The Silent Lady
Summary
A granite tower claws at Atlantic fog while three grizzled sentinels—Philemon, Peter, and Captain Bartholomew—tend both flame and foundling; into this salt-stung Eden drifts little Kate, an orphan whose laughter keeps the rusted lantern gears turning. When fever coils around her like a kelp noose, the keepers’ panic summons Miss Summerville, a nurse whose spine is as straight as her name is prim. Prudish Philemon, terrified that a woman under his roof will birth scandal faster than barnacles, strong-arms his brothers-in-beard and the kindly Dr. Carlyle into a farcical relay of proposals—each rejected with the crisp finality of a lighthouse shutter snapping shut. News that Captain Peyton, inspector and former lover of the nurse, is bound for shore detonates her resolve to flee; she douses the beacon, hoping darkness will swallow both past and future. Kate, half-sick but whole-hearted, wrests the light back to life, forcing Summerville to confront Peyton amid the glare of her own deceit. Philemon’s moral outrage erupts like a nor’easter, yet Carlyle and the child stand sentinel over the nurse’s battered honor, their solidarity a softer but steadier beam.
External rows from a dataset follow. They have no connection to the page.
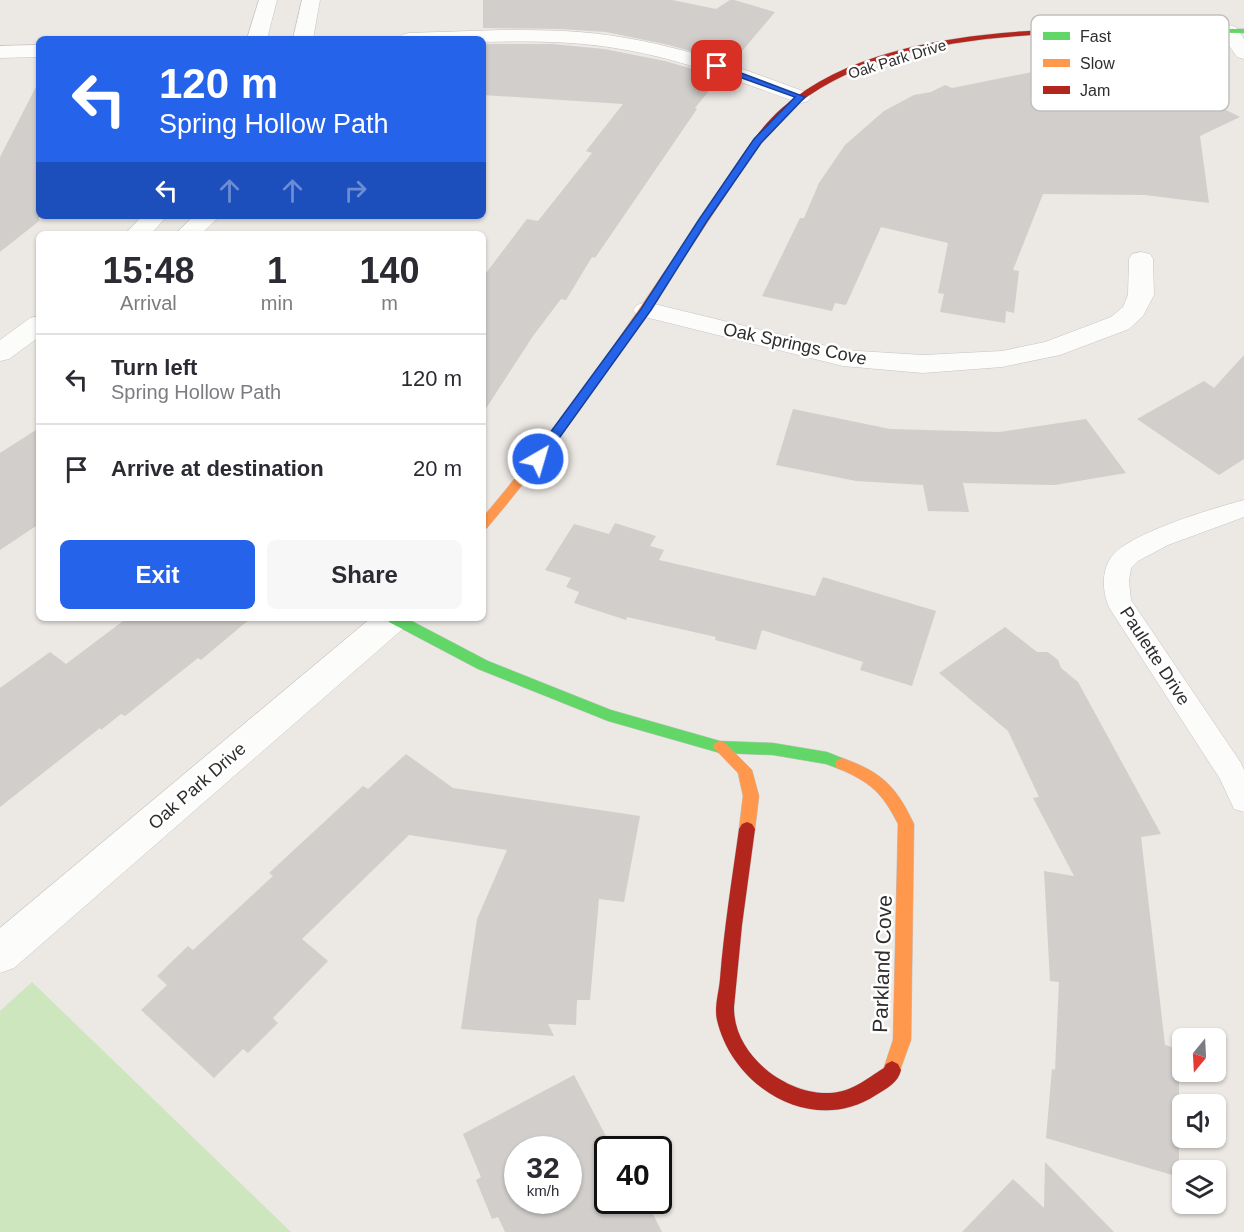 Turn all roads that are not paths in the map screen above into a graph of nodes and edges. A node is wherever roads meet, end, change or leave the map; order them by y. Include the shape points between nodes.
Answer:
1 (268, 0) edge
2 (311, 0) edge
3 (1237, 31) edge
4 (1031, 33) edge
5 (257, 36) edge
6 (304, 36) edge
7 (486, 37) edge
8 (36, 51) edge
9 (0, 52) edge
10 (1244, 53) edge
11 (801, 97) junction
12 (152, 219) edge
13 (204, 219) edge
14 (140, 231) edge
15 (190, 231) edge
16 (1141, 259) dead end
17 (646, 310) junction
18 (36, 326) edge
19 (36, 352) edge
20 (0, 353) edge
21 (0, 373) edge
22 (1244, 508) edge
23 (486, 521) edge
24 (389, 621) edge
25 (399, 621) edge
26 (720, 747) junction
27 (1244, 800) edge
28 (0, 954) edge

1 - 5 street
2 - 6 street
3 - 10 street
4 - 11 street, Oak Park Drive via 947,43 868,64
7 - 11 street via 596,39 678,55
8 - 9 street
11 - 17 street, Oak Park Drive via 758,141
12 - 14 street
13 - 15 street
16 - 17 street, Oak Springs Cove via 1141,295 1134,310 1120,323 1051,348 1002,359 923,364 852,360
17 - 23 street, Oak Park Drive via 551,442
18 - 20 street
19 - 21 street
22 - 27 lane, Paulette Drive via 1140,547 1122,561 1115,578 1119,602 1231,772
24 - 28 street, Oak Park Drive
25 - 26 street, Parkland Cove via 483,664 608,715
26 - 26 street, Parkland Cove via 745,770 751,796 729,963 726,1019 739,1051 766,1082 795,1098 823,1102 852,1098 891,1074 902,1040 906,824 891,793 871,775 827,758 772,749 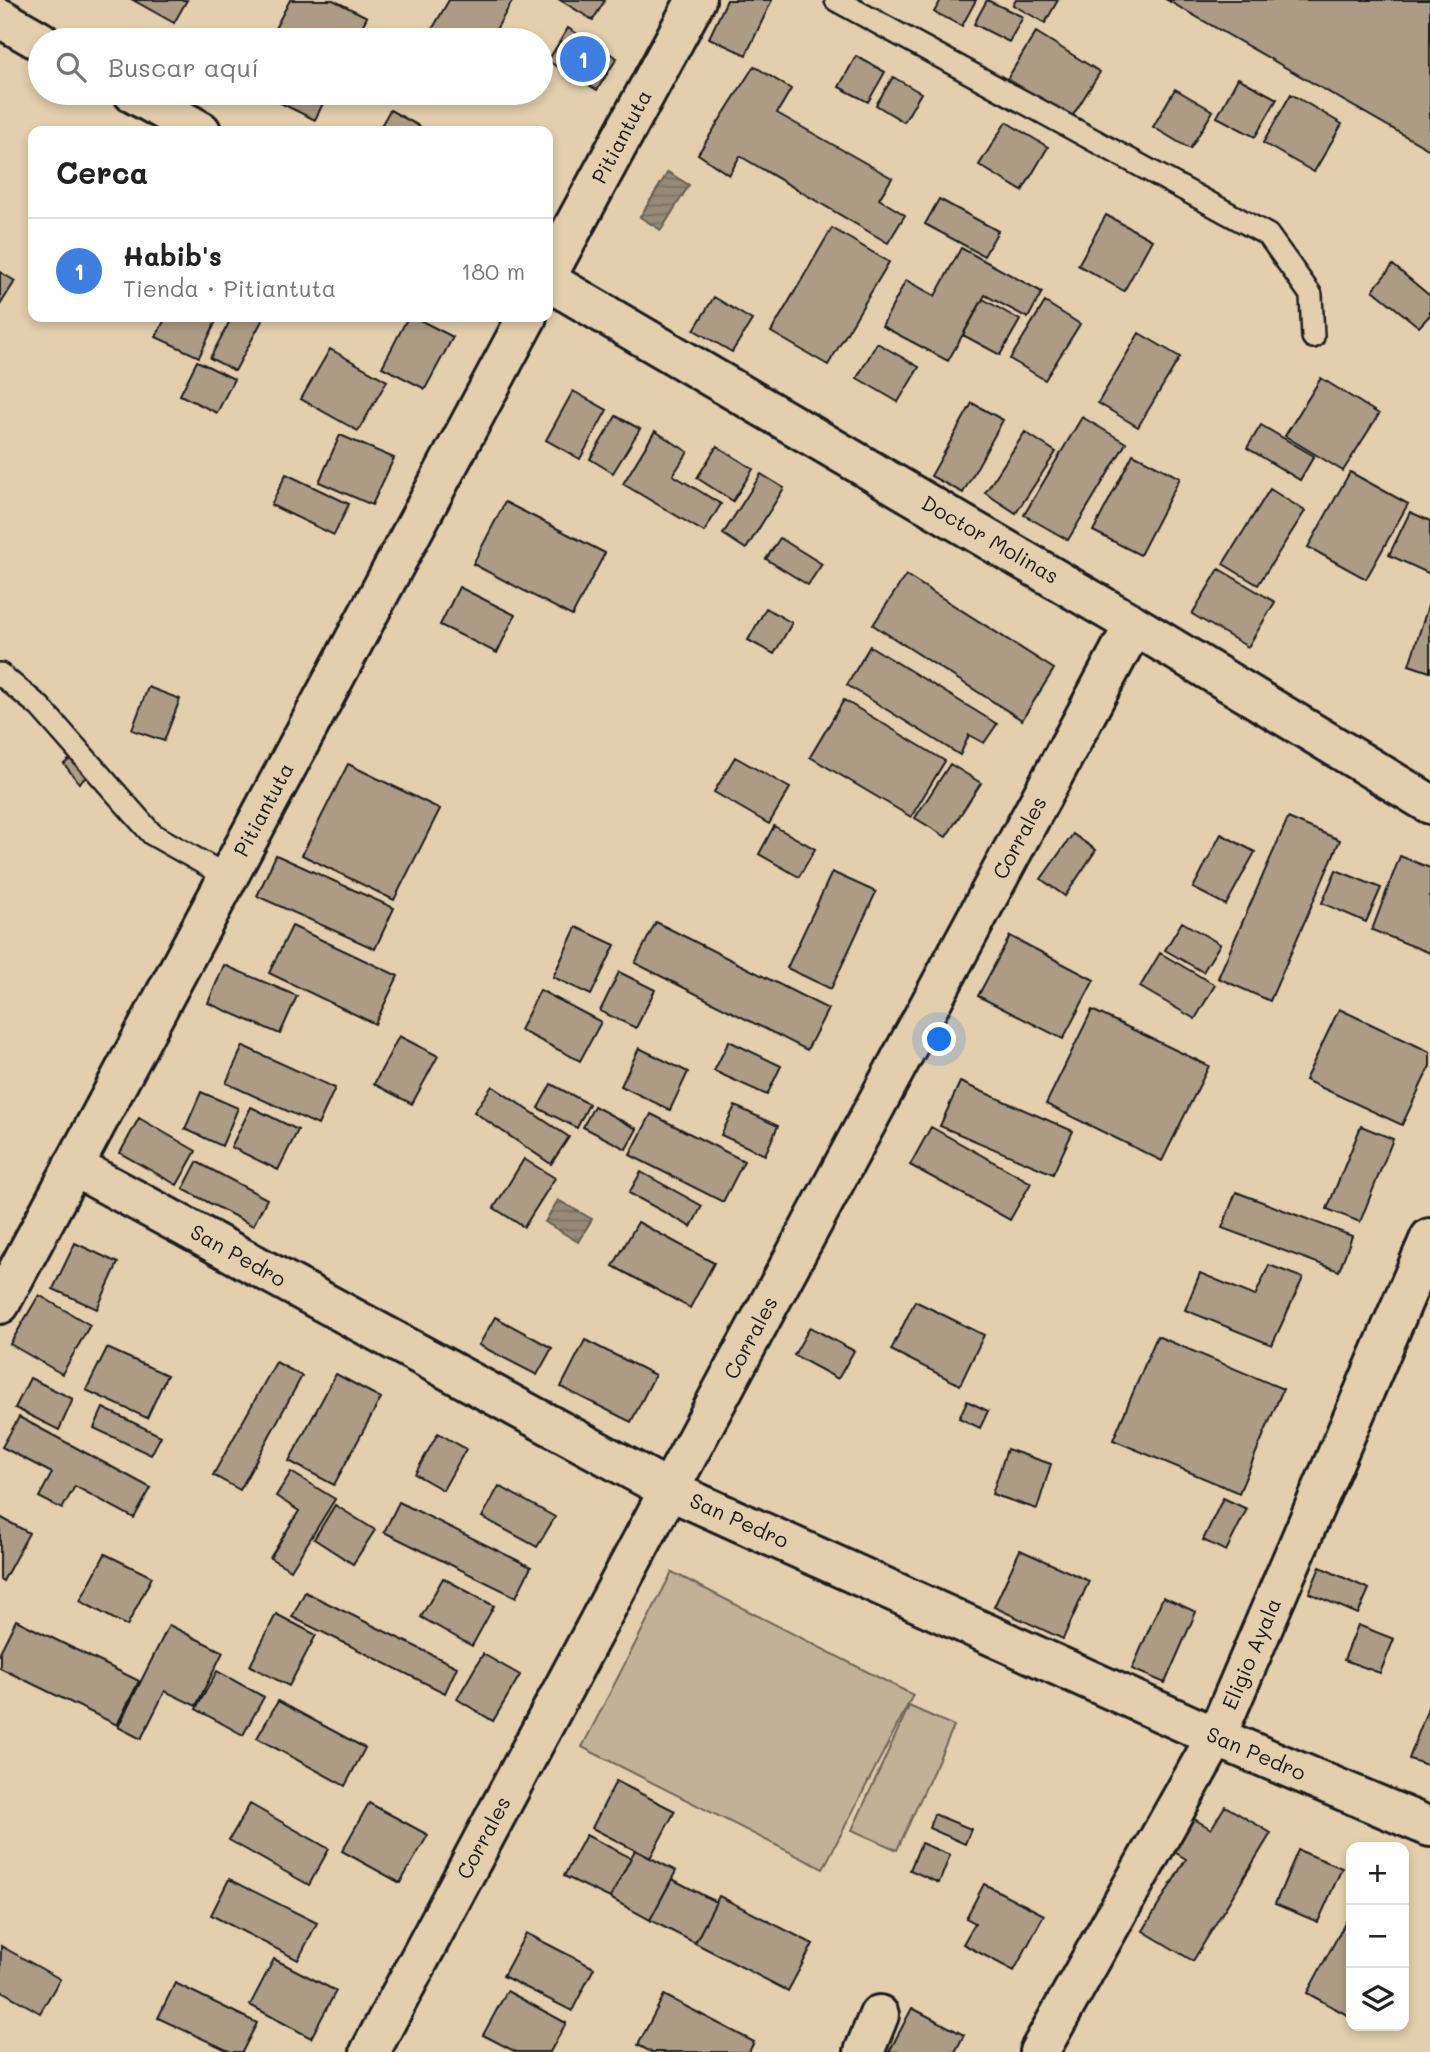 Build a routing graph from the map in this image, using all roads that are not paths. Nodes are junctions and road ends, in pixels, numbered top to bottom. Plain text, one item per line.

Love, bruised but unbroken, finally drops anchor: Summerville trades escape for engagement, sealing the circle of surrogate kinship that the Atlantic has spent four reels refining.
Synopsis
Little orphaned Kate lives happily in a New England lighthouse with its old keepers, Philemon, Peter, and Captain Bartholomew. When Kate falls sick, the prudish Philemon hires Miss Summerville, a live-in nurse, to care for her, but is concerned about possible gossip. To alleviate the situation, each keeper and Dr. Carlyle propose to Miss Summerville, but she rejects them all. After hearing that Captain Peyton, a lighthouse inspector, is scheduled to arrive, Miss Summerville makes sudden plans to depart without explanation. At the urging of Carlyle, she agrees to stay, but tries to avoid Peyton by turning off the lighthouse beacon. Concerned for the safety of the passing ships, Kate relights the beacon and Miss Summerville is forced to meet Peyton. When Philemon learns that Peyton and the nurse were once lovers, he demands her resignation, but Carlyle and Kate stoutly defend her honor. Touched by his devotion, Miss Summerville finally agrees to marry Carlyle.